Activity =
Go through the material below and copy each line where the word "highway" appears.
------ Material for the task ------
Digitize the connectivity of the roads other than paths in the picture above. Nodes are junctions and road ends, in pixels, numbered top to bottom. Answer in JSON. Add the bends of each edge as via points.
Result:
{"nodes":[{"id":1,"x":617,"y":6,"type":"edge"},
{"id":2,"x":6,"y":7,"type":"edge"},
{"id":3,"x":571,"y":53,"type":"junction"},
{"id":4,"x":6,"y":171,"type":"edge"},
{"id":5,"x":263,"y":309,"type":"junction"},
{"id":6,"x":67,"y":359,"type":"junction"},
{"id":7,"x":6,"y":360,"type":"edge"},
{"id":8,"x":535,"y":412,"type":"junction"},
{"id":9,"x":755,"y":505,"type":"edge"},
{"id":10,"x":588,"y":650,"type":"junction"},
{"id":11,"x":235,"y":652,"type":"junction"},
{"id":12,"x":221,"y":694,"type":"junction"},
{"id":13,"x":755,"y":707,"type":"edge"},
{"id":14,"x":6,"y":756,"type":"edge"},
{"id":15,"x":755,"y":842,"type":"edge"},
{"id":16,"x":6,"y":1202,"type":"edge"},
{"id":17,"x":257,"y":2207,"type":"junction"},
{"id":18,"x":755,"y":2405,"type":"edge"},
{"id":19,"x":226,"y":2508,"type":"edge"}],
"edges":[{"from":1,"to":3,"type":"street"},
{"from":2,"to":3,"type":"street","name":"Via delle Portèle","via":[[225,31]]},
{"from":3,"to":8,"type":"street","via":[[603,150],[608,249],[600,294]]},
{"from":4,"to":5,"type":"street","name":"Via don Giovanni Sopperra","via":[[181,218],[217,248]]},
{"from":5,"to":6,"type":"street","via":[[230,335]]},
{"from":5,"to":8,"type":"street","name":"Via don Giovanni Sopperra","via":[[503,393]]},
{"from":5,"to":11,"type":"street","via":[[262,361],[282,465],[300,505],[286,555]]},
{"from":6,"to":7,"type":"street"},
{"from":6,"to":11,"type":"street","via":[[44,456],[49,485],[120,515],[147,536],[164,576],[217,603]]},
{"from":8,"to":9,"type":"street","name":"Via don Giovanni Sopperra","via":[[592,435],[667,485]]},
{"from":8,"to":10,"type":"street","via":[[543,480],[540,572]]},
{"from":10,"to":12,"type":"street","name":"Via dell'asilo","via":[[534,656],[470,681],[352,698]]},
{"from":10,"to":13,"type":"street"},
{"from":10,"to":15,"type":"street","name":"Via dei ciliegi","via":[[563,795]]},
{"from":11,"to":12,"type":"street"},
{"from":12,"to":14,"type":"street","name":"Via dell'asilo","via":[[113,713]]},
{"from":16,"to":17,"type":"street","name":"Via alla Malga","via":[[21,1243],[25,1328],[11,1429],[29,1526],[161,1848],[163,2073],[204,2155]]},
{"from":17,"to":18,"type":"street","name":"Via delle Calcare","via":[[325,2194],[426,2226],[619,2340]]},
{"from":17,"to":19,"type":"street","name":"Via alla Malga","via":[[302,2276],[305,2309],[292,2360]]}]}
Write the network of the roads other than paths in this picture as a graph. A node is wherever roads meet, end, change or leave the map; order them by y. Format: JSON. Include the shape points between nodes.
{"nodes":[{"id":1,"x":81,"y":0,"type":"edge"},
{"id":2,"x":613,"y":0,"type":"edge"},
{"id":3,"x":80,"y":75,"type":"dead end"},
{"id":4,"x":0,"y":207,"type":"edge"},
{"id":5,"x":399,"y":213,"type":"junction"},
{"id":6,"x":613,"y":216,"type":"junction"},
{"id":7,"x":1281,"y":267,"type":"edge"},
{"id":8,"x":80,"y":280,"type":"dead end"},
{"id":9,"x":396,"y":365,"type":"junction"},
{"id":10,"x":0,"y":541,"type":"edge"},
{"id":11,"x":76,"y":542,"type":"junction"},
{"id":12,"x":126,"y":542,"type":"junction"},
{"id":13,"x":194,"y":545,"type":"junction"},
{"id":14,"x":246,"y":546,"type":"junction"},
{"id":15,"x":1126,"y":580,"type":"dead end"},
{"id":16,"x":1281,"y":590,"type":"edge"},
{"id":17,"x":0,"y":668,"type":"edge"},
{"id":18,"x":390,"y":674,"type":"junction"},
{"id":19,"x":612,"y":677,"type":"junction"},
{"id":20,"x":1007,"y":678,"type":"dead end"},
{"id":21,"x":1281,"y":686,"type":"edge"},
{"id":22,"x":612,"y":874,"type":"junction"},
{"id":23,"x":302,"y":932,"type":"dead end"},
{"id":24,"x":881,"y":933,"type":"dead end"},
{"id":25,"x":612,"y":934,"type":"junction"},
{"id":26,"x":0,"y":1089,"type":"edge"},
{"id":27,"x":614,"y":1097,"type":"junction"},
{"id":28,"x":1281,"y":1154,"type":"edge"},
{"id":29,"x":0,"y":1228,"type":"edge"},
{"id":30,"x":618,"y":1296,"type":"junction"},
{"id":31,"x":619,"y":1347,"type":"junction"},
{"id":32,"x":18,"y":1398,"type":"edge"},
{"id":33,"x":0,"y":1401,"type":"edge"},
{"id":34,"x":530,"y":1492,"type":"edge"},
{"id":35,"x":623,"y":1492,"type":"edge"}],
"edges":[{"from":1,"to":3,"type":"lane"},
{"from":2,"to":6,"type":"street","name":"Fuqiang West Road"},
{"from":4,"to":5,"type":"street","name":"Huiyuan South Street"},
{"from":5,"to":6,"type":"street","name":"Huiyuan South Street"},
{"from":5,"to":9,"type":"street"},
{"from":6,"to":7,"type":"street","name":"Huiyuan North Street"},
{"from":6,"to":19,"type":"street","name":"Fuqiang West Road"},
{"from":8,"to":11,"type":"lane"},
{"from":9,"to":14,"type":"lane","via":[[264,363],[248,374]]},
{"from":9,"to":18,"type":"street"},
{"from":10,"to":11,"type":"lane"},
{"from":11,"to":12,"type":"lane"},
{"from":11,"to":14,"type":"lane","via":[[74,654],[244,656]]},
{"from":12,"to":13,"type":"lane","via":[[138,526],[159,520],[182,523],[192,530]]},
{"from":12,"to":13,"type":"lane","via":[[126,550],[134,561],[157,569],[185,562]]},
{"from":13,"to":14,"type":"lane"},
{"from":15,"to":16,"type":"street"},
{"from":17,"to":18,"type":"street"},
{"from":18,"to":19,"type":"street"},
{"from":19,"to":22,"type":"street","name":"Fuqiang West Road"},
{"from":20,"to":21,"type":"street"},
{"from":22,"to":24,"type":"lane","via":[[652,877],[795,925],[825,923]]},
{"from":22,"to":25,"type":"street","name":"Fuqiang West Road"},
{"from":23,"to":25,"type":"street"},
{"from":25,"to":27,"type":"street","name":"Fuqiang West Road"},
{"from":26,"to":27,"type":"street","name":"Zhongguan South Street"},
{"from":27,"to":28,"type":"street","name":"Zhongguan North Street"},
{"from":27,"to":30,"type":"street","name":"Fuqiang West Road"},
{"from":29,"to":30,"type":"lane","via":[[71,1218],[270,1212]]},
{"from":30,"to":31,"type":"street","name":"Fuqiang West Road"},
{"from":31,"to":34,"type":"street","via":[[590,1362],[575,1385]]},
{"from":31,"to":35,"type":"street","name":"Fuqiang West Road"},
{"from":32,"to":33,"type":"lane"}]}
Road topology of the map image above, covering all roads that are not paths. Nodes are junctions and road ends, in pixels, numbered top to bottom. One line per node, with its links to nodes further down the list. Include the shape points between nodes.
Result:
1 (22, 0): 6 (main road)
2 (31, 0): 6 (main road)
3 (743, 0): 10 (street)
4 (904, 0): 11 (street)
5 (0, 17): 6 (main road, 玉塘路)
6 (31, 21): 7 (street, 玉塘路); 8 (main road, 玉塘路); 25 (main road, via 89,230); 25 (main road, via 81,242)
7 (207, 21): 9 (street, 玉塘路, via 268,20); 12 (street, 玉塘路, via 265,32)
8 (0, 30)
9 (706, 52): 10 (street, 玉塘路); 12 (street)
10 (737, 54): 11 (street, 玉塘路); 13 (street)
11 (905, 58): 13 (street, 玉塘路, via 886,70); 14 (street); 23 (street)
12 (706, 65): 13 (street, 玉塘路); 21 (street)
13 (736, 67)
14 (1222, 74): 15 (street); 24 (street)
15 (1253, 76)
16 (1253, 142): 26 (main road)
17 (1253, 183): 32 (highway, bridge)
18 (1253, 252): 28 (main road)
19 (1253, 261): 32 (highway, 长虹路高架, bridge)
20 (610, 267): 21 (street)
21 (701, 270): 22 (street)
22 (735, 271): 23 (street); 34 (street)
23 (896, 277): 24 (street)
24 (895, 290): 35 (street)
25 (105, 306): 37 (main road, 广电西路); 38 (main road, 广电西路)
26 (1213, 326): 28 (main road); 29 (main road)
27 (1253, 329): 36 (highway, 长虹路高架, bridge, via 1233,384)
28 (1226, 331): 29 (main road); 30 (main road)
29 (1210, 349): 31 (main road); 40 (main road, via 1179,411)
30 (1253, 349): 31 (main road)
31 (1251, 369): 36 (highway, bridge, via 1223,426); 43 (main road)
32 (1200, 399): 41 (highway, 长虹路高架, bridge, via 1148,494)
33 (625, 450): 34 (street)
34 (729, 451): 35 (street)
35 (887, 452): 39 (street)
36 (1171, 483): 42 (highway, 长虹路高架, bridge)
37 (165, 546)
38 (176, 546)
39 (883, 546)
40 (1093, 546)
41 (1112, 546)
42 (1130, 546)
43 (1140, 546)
------
Task answer =
17 (1253, 183): 32 (highway, bridge)
19 (1253, 261): 32 (highway, 长虹路高架, bridge)
27 (1253, 329): 36 (highway, 长虹路高架, bridge, via 1233,384)
31 (1251, 369): 36 (highway, bridge, via 1223,426); 43 (main road)
32 (1200, 399): 41 (highway, 长虹路高架, bridge, via 1148,494)
36 (1171, 483): 42 (highway, 长虹路高架, bridge)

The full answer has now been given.